Telah menjadi rutinitas, pemuda itu akan bangun pagi, memulai hari dengan tumpukan kertas serta memperkuat koneksi dalam pengembangan cabang perusahaan, lalu malamnya akan dihabiskan untuk menemani Violan untuk sekedar berbagi kabar dan bercerita. Walau dia tau gadisnya tidak akan meresponnya. Gadis itu lebih memilih menjadi pendengar dibanding memberi respon akan ucapan Dicky.

Kembali pemuda itu mendudukkan dirinya di hadapan kertas yang harus dia periksa. Baru saja ia terlepas dari meeting untuk membahas mengenai rencana perluasan pasar perusahaannya, kini dia harus berhadapan dengan proposal berbagai divisi serta beberapa mitra yang mengajukan kerjasama. 

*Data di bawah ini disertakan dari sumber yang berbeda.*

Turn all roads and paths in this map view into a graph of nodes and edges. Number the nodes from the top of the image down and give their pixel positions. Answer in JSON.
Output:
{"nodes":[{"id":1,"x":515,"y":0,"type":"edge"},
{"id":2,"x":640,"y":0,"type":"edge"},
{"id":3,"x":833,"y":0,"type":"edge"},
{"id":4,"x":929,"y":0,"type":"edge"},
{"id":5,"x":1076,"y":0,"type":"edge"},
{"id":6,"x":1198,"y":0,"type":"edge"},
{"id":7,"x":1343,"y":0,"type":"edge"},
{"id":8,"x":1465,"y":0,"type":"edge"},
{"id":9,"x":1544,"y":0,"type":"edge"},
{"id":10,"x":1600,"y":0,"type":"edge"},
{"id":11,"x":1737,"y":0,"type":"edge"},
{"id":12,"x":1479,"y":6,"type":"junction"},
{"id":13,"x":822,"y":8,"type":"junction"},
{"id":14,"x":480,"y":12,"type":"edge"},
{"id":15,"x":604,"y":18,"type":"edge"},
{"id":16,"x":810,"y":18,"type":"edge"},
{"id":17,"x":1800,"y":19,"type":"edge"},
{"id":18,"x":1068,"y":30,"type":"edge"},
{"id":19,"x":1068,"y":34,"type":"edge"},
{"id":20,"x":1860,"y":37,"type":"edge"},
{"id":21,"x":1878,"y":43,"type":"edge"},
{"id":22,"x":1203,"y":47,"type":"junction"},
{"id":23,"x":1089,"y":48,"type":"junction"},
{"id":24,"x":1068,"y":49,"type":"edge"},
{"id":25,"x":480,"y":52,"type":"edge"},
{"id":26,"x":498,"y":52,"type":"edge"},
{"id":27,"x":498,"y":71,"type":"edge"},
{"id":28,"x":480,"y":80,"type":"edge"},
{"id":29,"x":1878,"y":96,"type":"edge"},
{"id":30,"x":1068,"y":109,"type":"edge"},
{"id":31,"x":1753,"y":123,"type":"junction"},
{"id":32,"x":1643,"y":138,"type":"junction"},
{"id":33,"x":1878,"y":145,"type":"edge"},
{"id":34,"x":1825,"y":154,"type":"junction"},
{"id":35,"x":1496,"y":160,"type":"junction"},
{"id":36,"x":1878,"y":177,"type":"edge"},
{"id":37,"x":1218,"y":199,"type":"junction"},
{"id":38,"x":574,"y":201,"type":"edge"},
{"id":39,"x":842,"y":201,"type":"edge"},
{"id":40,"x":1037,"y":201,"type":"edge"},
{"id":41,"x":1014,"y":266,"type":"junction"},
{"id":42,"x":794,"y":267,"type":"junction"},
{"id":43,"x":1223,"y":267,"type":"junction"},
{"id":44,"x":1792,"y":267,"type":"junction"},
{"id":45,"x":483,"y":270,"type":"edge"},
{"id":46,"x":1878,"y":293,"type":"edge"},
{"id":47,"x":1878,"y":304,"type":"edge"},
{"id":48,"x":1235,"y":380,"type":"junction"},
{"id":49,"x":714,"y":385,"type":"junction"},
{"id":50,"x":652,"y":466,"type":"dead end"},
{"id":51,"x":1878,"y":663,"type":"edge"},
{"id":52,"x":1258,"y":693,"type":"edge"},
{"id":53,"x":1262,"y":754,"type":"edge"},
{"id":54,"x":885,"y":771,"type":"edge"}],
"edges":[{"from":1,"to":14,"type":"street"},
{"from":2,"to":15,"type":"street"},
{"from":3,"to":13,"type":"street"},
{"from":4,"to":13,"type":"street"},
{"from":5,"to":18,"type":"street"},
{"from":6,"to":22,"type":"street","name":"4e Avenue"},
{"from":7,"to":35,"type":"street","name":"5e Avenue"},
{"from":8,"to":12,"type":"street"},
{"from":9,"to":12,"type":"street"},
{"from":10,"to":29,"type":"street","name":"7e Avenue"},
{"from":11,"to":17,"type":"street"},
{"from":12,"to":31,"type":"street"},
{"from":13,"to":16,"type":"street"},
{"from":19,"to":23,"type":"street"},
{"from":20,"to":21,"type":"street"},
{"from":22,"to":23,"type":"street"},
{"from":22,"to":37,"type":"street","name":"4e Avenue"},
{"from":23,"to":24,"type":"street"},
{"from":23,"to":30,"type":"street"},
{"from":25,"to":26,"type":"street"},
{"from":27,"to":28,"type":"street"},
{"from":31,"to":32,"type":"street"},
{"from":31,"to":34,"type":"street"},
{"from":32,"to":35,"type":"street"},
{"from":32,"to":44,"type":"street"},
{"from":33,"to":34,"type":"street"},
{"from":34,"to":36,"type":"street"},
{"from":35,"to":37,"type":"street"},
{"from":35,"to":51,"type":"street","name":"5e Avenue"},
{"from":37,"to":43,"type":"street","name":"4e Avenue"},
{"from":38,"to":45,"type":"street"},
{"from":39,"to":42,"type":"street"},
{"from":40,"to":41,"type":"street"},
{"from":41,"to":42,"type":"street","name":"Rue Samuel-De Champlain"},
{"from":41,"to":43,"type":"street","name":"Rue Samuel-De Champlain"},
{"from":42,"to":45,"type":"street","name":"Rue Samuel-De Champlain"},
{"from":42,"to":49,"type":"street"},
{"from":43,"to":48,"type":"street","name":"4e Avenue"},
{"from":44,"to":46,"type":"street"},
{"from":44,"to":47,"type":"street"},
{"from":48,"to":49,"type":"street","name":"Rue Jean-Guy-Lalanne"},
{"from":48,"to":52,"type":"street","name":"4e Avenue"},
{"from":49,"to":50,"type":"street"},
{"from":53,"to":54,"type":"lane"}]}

Lelah? tentu saja. Andai saja gadis itu tersenyum padanya, mungkin lelahnya akan langsung hilang. Dia rindu gadisnya. Kembali kenangan bersama Violan terlintas di pikirannya. Dia sangat suka mengingat bagaimana kenangan indah itu berputar di pikirannya. Namun, semua itu berujung akan rasa bersalah mendalam, karena selalu ingatan mengenai kecelakaan Violan menjadi penutup nostalgianya.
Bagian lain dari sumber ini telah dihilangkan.